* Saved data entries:
_ _ _ _ _ _ _

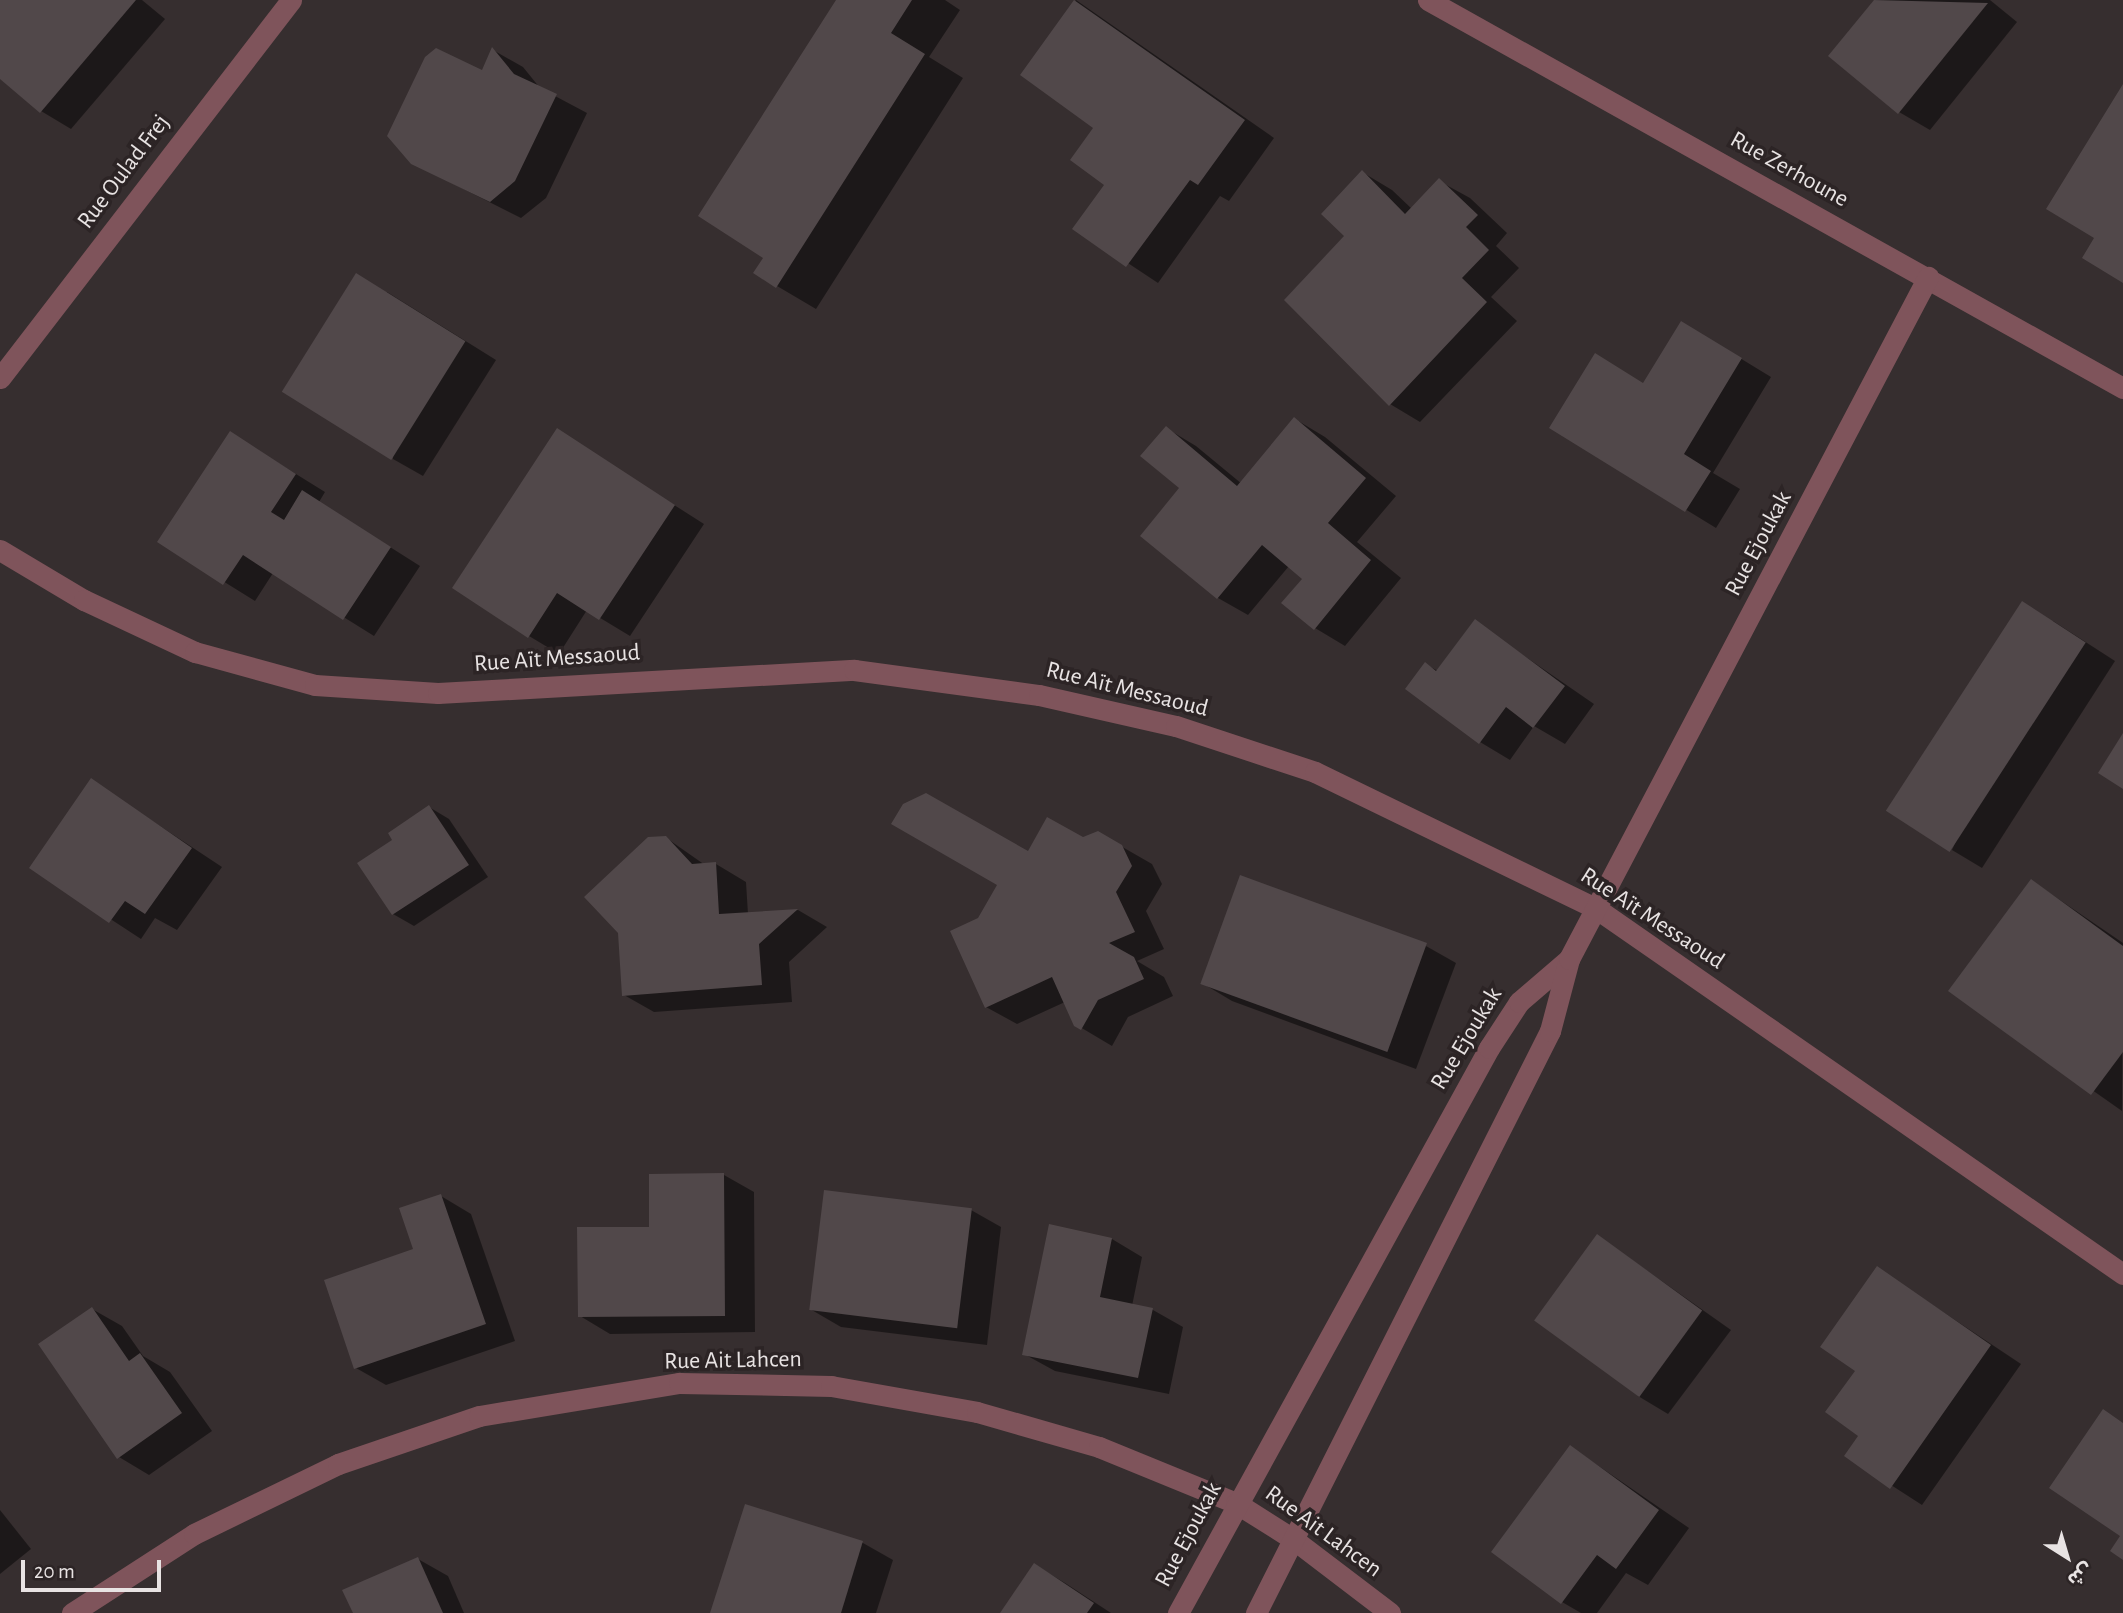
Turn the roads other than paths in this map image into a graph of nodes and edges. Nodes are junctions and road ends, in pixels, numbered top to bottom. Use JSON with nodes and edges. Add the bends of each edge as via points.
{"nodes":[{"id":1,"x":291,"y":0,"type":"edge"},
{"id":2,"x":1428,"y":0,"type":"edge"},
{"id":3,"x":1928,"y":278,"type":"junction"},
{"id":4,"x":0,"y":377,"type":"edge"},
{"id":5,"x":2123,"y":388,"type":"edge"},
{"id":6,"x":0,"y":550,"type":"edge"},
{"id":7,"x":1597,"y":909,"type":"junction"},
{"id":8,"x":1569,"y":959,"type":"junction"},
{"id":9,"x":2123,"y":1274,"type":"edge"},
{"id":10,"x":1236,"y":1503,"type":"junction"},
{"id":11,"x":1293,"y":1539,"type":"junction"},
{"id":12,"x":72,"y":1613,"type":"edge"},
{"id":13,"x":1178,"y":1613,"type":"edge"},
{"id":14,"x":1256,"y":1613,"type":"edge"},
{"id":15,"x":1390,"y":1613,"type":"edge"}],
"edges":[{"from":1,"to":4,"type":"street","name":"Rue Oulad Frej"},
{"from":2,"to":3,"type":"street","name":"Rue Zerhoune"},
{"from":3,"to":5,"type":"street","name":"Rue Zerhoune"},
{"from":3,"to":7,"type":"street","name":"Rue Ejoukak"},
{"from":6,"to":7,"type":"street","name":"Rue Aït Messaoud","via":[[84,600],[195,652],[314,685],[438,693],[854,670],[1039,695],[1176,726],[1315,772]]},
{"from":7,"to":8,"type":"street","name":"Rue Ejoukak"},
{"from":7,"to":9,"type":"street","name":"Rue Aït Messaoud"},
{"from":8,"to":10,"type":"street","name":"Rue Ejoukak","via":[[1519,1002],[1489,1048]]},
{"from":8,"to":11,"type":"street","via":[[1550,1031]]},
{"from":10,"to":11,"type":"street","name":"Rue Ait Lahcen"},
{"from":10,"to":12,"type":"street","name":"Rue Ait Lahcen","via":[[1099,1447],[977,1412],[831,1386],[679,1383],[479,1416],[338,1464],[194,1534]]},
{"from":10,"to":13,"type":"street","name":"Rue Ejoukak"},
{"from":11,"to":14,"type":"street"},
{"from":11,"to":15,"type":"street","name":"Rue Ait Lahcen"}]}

_ _ _ _ _ _ _

* WHAT YOU WILL DO:
From the records above, return each line that has the string "edges".

* TASK RESULT:
Turn the roads other than paths in this map image into a graph of nodes and edges. Nodes are junctions and road ends, in pixels, numbered top to bottom. Use JSON with nodes and edges. Add the bends of each edge as via points.
"edges":[{"from":1,"to":4,"type":"street","name":"Rue Oulad Frej"},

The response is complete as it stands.